Oligomeric proteins usually have to assemble into their final quartenary structure to be secreted. However, most immunoglobulin (Ig) light (L) chains can be exported as free chains, whereas only a few Ig L chains, here referred to as export-incompetent, have to assemble with Ig heavy (H) chains into antibody molecules to be secreted. In the absence of Ig H chain expression, these export-incompetent Ig L chains remain bound to BiP as partially folded monomers with only one of the two internal disulfide bonds being formed. To understand the apparent discrepancy in Ig L chain export, we performed assembly studies with chimeric Ig chains and found that the variable (V) domain of the export-incompetent NS1 kappa chain cannot mediate homodimer formation. Conversely, the V domain of the export-competent J558L lambda1 chain supports homodimer formation and, concordantly, these Ig L chains are secreted as noncovalently or covalently linked homodimers.
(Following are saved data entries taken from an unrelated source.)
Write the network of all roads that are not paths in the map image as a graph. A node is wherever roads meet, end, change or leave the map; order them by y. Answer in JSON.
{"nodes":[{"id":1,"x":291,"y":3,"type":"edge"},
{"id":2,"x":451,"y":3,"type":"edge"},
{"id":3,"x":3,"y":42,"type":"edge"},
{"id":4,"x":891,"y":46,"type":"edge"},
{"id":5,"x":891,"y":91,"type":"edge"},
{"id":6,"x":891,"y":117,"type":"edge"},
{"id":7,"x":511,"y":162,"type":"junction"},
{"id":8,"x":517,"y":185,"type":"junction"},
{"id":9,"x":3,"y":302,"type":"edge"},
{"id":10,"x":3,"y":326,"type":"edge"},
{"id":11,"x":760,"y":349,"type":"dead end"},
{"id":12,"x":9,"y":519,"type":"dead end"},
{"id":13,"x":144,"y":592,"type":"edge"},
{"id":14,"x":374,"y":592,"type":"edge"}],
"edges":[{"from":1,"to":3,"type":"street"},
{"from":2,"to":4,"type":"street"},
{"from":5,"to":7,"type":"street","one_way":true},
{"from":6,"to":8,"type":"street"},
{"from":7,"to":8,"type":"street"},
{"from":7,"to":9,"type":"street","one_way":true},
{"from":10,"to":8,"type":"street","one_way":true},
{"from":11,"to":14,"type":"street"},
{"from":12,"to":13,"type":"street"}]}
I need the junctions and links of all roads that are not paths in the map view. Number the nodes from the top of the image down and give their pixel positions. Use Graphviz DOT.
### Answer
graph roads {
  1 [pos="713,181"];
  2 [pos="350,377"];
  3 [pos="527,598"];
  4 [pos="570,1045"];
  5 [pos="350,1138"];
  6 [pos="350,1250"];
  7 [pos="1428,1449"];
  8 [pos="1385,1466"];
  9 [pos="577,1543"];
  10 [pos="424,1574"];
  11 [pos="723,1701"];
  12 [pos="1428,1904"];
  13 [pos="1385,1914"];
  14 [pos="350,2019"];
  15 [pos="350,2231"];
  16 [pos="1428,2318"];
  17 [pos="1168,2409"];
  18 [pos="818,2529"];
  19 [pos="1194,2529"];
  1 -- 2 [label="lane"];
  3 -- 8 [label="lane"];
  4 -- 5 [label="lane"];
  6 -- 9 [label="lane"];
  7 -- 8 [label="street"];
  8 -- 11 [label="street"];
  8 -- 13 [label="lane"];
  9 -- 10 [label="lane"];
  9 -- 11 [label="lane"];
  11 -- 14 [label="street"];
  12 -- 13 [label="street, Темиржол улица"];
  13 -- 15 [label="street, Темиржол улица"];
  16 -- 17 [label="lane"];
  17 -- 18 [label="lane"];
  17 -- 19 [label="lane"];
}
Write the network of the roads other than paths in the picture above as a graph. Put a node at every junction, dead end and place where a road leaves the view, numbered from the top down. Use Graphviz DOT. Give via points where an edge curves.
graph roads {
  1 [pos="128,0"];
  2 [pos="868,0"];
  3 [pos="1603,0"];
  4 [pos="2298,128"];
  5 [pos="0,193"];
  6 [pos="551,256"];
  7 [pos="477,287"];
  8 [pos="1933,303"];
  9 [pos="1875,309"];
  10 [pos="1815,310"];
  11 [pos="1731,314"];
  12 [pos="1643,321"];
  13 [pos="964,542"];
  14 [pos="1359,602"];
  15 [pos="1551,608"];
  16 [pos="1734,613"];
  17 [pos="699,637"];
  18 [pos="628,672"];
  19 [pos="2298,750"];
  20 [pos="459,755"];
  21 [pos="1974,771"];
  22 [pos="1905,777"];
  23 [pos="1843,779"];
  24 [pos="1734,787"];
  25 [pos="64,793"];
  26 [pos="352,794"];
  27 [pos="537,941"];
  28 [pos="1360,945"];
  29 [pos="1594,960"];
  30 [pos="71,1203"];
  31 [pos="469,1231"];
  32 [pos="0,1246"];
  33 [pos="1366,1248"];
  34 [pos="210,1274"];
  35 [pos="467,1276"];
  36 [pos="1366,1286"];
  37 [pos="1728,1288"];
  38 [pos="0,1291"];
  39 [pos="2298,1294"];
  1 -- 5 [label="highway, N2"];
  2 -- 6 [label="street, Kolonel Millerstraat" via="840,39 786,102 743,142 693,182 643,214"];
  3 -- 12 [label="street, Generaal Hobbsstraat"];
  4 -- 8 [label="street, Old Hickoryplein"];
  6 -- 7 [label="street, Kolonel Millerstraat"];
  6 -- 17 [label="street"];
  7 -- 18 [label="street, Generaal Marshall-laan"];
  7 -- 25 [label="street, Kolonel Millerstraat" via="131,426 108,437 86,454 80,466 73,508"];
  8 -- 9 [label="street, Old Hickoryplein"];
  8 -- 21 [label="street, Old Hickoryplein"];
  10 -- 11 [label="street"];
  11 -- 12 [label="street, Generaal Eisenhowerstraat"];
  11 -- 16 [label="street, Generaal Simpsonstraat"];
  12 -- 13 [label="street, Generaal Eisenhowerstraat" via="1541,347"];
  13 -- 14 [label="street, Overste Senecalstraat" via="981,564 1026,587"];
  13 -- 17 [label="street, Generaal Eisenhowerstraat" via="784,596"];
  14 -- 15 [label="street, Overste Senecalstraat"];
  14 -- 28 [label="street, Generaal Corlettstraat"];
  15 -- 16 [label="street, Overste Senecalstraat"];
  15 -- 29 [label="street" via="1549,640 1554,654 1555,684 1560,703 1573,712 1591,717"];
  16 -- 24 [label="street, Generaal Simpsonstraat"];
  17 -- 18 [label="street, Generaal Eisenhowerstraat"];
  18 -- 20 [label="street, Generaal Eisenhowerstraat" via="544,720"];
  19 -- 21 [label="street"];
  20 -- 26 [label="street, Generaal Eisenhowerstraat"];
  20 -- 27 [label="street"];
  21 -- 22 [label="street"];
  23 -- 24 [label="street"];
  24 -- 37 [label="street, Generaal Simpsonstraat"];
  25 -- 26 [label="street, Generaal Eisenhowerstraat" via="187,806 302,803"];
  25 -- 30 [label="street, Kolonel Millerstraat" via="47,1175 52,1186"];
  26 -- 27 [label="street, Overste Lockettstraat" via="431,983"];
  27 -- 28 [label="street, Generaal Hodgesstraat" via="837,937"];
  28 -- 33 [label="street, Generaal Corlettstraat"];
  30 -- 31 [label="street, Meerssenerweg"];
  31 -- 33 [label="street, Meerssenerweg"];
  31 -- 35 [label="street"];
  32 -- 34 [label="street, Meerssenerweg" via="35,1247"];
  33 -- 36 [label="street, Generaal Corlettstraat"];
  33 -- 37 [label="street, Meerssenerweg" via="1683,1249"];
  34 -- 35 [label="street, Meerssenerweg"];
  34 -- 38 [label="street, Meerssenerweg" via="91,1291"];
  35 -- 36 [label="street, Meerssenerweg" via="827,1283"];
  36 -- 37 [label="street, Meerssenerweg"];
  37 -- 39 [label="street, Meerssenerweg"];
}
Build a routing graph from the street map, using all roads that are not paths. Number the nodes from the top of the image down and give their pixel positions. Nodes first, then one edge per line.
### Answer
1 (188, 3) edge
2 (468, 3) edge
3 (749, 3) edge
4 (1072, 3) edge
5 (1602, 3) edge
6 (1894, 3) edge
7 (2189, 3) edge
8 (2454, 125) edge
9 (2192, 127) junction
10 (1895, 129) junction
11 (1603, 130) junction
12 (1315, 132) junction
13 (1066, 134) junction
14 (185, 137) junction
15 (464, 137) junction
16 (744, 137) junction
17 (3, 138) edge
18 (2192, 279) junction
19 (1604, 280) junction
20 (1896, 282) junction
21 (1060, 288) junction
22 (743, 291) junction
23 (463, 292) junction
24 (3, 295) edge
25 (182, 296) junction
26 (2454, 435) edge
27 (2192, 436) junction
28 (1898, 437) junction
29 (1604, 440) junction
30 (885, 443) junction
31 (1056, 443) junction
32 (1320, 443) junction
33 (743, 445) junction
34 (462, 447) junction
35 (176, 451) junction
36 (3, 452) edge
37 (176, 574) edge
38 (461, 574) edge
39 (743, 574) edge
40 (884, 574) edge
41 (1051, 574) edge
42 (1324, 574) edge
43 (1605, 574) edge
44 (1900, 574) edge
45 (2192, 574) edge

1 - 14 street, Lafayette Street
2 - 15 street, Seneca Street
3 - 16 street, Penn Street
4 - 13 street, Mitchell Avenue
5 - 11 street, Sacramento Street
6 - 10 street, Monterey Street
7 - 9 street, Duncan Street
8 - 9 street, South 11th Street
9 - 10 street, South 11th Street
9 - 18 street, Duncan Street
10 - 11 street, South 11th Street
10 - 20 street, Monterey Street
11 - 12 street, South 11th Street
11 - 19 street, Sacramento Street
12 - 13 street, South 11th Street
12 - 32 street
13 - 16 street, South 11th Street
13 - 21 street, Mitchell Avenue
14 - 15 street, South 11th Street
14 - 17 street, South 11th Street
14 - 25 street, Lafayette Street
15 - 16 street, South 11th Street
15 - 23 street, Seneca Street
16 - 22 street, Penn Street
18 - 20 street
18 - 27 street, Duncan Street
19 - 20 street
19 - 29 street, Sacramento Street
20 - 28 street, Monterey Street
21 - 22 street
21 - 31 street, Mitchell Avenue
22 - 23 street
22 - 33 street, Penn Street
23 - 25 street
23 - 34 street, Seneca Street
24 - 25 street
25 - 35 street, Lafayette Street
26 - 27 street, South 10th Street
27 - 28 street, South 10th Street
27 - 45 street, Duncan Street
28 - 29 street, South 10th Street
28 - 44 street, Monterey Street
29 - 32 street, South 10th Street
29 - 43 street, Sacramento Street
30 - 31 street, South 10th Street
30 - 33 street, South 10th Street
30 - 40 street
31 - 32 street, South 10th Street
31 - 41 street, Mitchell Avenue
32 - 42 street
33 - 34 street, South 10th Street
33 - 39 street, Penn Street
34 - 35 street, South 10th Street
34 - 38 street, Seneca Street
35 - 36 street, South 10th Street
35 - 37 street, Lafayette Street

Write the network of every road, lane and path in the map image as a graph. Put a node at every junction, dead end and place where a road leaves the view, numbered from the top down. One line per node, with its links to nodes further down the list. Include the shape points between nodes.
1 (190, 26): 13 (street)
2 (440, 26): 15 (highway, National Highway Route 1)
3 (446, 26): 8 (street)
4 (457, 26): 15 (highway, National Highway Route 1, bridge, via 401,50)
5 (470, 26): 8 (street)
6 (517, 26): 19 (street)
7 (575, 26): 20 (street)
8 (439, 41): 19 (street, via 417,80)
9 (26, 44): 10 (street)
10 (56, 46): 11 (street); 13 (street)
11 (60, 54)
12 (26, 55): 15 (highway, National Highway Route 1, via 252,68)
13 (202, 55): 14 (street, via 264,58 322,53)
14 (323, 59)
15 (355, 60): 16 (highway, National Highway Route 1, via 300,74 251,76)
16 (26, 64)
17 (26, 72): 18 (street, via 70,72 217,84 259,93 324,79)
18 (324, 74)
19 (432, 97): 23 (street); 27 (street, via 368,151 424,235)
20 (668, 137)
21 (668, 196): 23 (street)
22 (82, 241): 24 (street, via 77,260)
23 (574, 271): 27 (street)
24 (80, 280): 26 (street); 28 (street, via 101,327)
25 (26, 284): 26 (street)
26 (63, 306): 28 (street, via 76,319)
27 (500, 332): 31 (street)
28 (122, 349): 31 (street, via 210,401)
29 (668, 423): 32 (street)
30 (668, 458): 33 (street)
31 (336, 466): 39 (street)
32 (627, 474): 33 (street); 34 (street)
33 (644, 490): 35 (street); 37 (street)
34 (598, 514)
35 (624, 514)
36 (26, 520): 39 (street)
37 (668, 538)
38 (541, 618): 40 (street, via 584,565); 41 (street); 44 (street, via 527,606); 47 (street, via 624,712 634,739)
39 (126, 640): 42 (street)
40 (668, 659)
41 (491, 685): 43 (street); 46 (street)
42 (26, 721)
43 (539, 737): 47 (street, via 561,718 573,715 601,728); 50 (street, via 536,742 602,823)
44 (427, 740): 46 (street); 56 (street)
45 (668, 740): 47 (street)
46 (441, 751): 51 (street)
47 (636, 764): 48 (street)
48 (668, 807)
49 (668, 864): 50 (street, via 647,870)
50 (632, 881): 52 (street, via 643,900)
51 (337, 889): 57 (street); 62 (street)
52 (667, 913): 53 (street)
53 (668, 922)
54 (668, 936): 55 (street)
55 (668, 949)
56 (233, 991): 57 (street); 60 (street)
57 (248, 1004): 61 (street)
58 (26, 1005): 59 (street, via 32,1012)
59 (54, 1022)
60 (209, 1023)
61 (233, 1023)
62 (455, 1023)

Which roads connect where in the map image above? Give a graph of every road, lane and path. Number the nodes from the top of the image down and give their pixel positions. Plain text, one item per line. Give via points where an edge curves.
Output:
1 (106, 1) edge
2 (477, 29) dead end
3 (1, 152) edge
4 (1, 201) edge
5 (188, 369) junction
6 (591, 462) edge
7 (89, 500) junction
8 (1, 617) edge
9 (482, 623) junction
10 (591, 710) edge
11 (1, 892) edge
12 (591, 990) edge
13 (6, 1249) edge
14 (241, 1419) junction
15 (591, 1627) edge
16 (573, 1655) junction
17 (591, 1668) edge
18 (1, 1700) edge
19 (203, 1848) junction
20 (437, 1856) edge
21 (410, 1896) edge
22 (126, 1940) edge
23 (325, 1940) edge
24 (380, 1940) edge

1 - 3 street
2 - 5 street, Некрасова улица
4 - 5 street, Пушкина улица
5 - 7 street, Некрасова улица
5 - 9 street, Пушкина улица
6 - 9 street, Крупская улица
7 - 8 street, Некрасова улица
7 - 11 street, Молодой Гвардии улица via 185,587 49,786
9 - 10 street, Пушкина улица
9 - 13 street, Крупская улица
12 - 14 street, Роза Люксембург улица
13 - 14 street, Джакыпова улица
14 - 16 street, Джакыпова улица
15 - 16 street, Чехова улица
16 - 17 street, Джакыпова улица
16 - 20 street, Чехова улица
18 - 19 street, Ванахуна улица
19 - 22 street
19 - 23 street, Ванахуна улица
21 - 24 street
We show that the export-incompetent mutant lambda1 FS62 chain forms disulfide bonds in both domains only upon pairing with Ig H chain and is secreted as part of an antibody. Therefore, Ig L chain assembly seems to be a prerequisite for complete folding, indicating that Ig L chain secretion generally depends on either homo- or heterodimer formation. We discuss a mechanism that controls oligomerization by monitoring the conformation of individual subunits that cannot proceed in folding prior to successful assembly.